With everyone focusing on the gloomy residential real estate market, I thought it might be interesting to take a look at what’s happening over on the Dark Side of the Force, aka, commercial real estate.
CoStar released their Q4 financial results recently, and boy, are they impressive:
BETHESDA, Md., Feb. 20 /PRNewswire-FirstCall/ — CoStar Group, Inc. (Nasdaq: CSGP – News), the number one provider of information services to the commercial real estate industry, today announced that net income for the year ended December 31, 2007 increased 28.5% to $16.0 million, or $0.82 per diluted share, compared to $12.4 million, or $0.65 per diluted share for 2006. EBITDA (earnings before interest, taxes, deprecation and amortization) for the year ended December 31, 2007 was $34.0 million, an increase of 31.3% compared to EBITDA of $25.9 million in 2006. Revenues for the year ended December 31, 2007 were $192.8 million, an increase of 21.3% over revenues of $158.9 million in 2006.
28.5% increase in profit; 21.3% increase in revenues. Wow. Nice. Congratulations are due to the people at CoStar.

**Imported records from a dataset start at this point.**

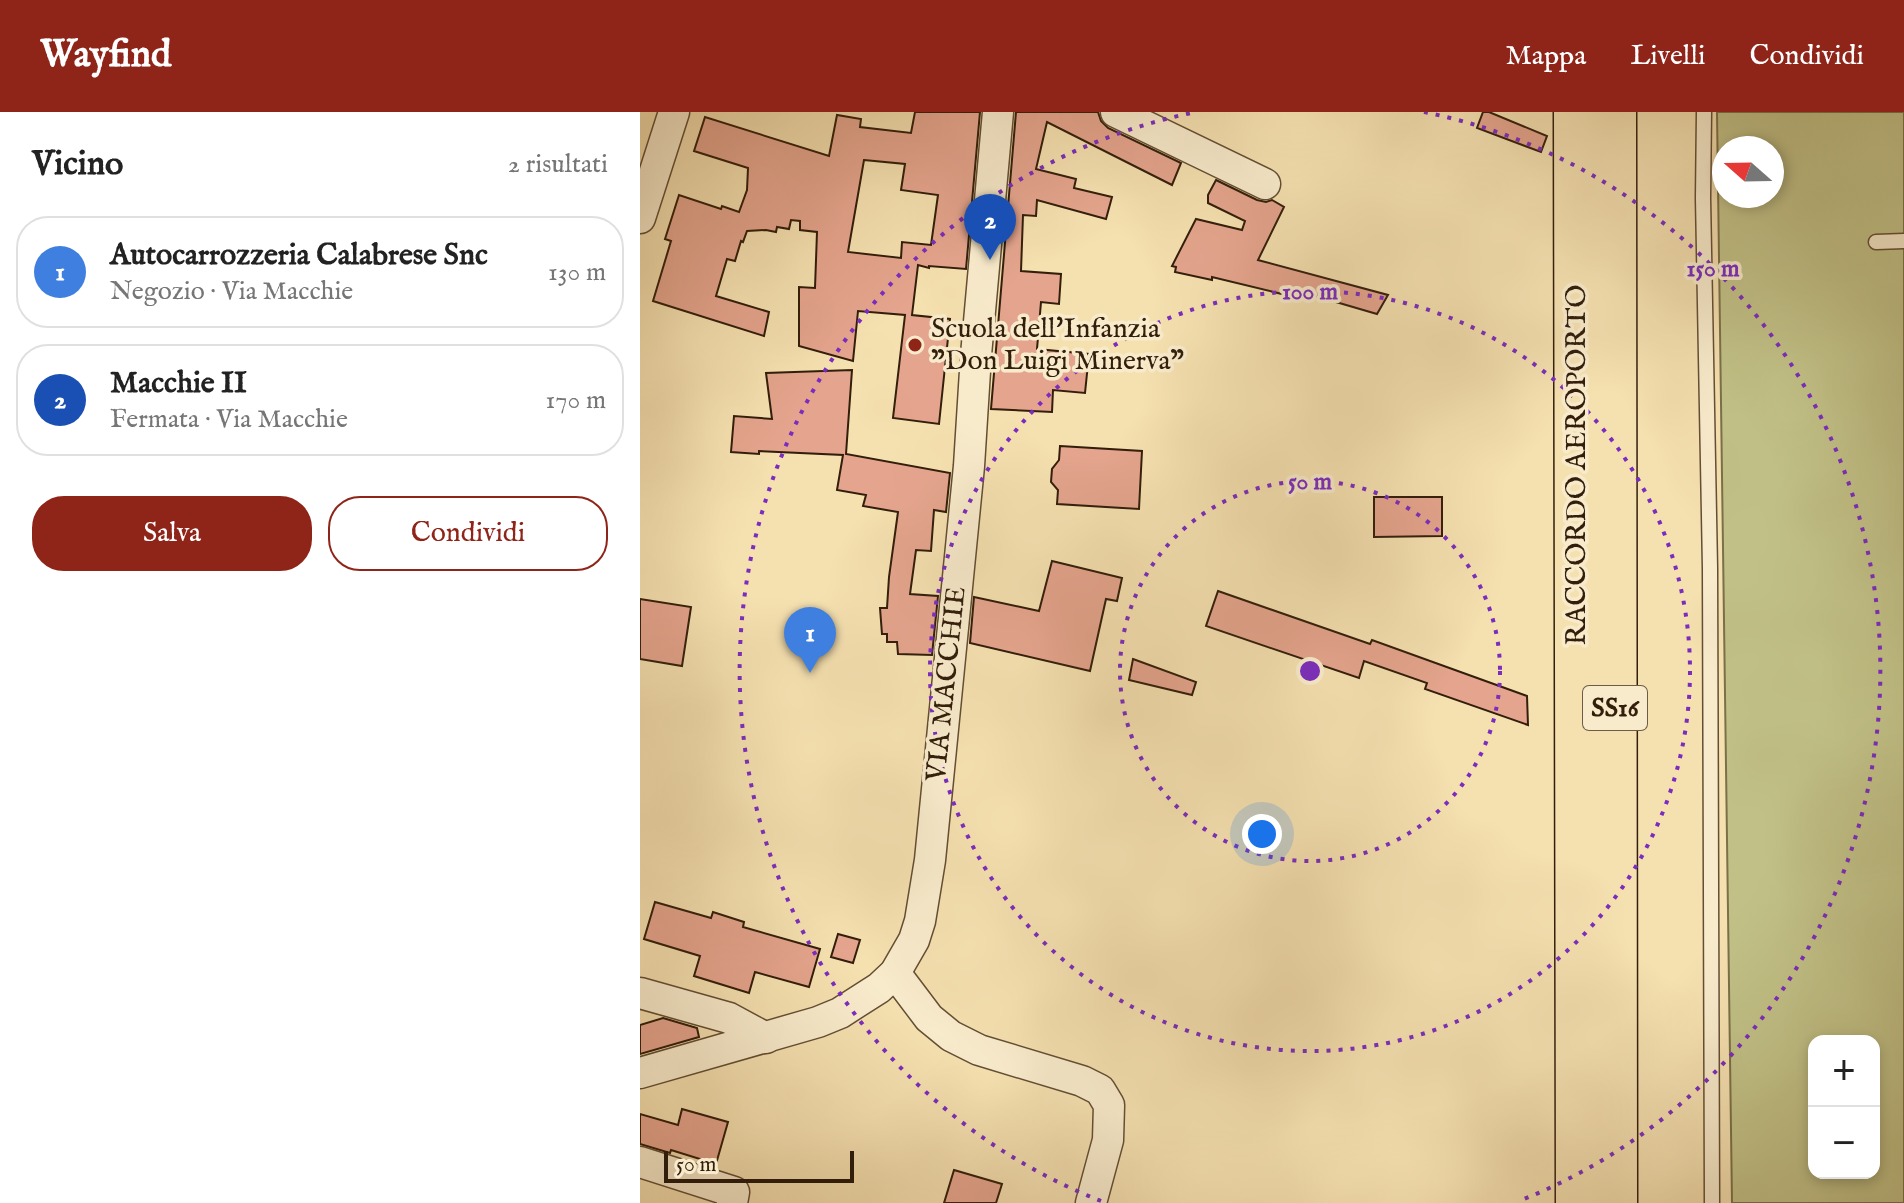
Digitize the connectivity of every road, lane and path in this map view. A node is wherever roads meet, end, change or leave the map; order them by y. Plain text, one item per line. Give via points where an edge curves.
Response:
1 (674, 112) edge
2 (998, 112) edge
3 (1116, 112) edge
4 (1576, 112) edge
5 (1614, 112) edge
6 (1704, 112) edge
7 (1265, 184) dead end
8 (640, 218) edge
9 (1904, 241) edge
10 (1876, 242) dead end
11 (895, 973) junction
12 (640, 993) edge
13 (766, 1038) junction
14 (640, 1073) edge
15 (640, 1162) edge
16 (732, 1203) edge
17 (1091, 1203) edge
18 (1578, 1203) edge
19 (1615, 1203) edge
20 (1712, 1203) edge

1 - 8 street
2 - 11 street, VIA MACCHIE via 930,860 920,921
3 - 7 street
4 - 18 highway, RACCORDO AEROPORTO / SS16
5 - 19 highway, RACCORDO AEROPORTO / SS16
6 - 20 lane
9 - 10 lane
11 - 13 street, VIA MACCHIE via 840,1013
11 - 17 street via 929,1018 951,1036 1100,1090 1109,1105 1108,1140
12 - 13 street via 729,1018
13 - 14 street, VIA MACCHIE
15 - 16 street via 734,1192

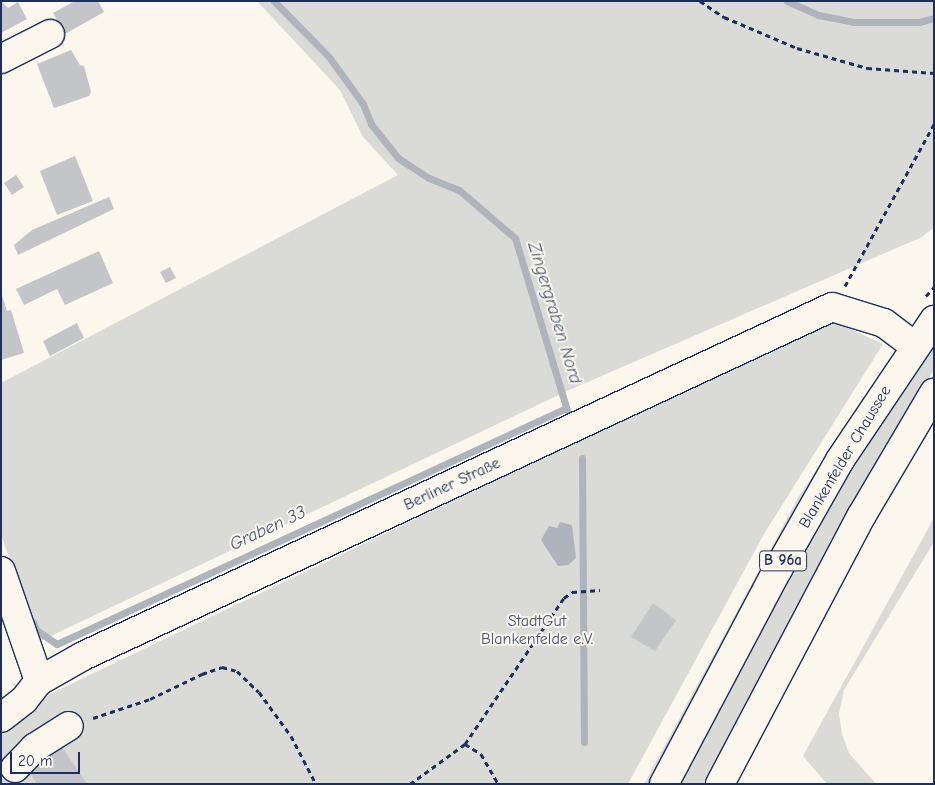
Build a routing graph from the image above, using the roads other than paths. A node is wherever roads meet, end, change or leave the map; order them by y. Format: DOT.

For the sake of comparing apples to apples, here’s CoStar’s archnemesis, Loopnet:
Revenue for the fourth quarter of 2007 was $19.6 million, an increase of 41% from $13.8 million in the fourth quarter of 2006. Net income for the fourth quarter of 2007 was $5.7 million or $0.14 per diluted share, compared to $5.3 million or $0.13 per diluted share in the fourth quarter of 2006. The effective tax rate for the fourth quarter of 2007 was 38.1% compared to 25.8% in the fourth quarter of 2006.
LoopNet’s Adjusted EBITDA (earnings before interest, tax, depreciation, amortization and stock-based compensation) for the fourth quarter of 2007 was $9.4 million, an increase of 40% from $6.7 million in the fourth quarter of 2006. The Company has reported Adjusted EBITDA because management uses it to monitor and assess the Company’s performance and believes it is helpful to investors in understanding the Company’s business.
For the full year, total revenue was $70.7 million, an increase of 46% from $48.4 million in 2006. Net income for the full year of 2007 was $21.1 million or $0.52 per diluted share, compared to $15.5 million or $0.40 per diluted share in 2006. Adjusted EBITDA for the full year of 2007 was $34.0 million, an increase of 46% from $23.2 million in 2006.
$5.7M vs. $5.4M — that’s a 7.5% increase — but as LoopNet points out, Uncle Sam and the People’s Republic of California took a much bigger chunk. So LoopNet points to EBITDA: $34M vs. $23.2M, or 46%. Revenues were up 46% as well.
Again, a great year, and congratulations are due to the boys and girls at LoopNet.
What about some of the other stalwarts? Maybe some non-web companies?
Here’s the clear industry leader, CBRE:
CB Richard Ellis Group, Inc. (NYSE:CBG – News) today reported full year 2007 revenue rose 49.7% to $6.0 billion and earnings per share increased 23.0% to $1.66 per diluted share – both record levels for the Company. Fourth quarter 2007 revenue increased 30.4% to $1.8 billion and diluted earnings per share increased slightly to $0.54 compared to the fourth quarter of 2006. Excluding one-time charges, full year diluted earnings per share was $2.11, an increase of 42.6% from 2006 and fourth quarter 2007 diluted earnings per share was $0.63, representing an increase of 10.5% from the fourth quarter of 2006.
Yowza. 23.0% increase in earnings, and 49.7% increase in revenues.
What about the other major player, Jones Lang & Lasalle?:
Jones Lang LaSalle Incorporated (NYSE: JLL – News), the leading integrated global real estate services and money management firm, today reported record net income of $256 million, or $7.64 per diluted share of common stock, for the year ended December 31, 2007. This represents an increase of 46 percent over the prior year’s net income of $175 million, or $5.24 per share. Revenue for the full year 2007 was $2.7 billion, an increase of 32 percent from the prior year, the result of strong performance in all operating segments. Operating income for 2007 was $342 million compared with $244 million for the prior year, an increase of 40 percent, led by Asia Pacific and EMEA. Included in the firm’s 2007 full-year results was a significant advisory transaction fee earned by the Asia Pacific Hotels business. Included in the firm’s 2006 full-year results was an incentive fee from a single client of $113 million, or $1.01 per share, earned by LaSalle Investment Management. The strengthening of foreign currencies against the U.S. dollar in 2007 contributed $0.07 per share in the fourth quarter and $0.23 per share on a full-year basis.
JLL with 46% increase in earnings, and 32% increase in revenues. Woot!
These firms somehow managed to post these numbers and do this kind of business in a world without MLS, and without a NAR-type of organization that spends millions burnishing the Realtor brand (although, yes, there is a commercial specialty at NAR).
Just something to think about. You don’t know the power of the Dark Side.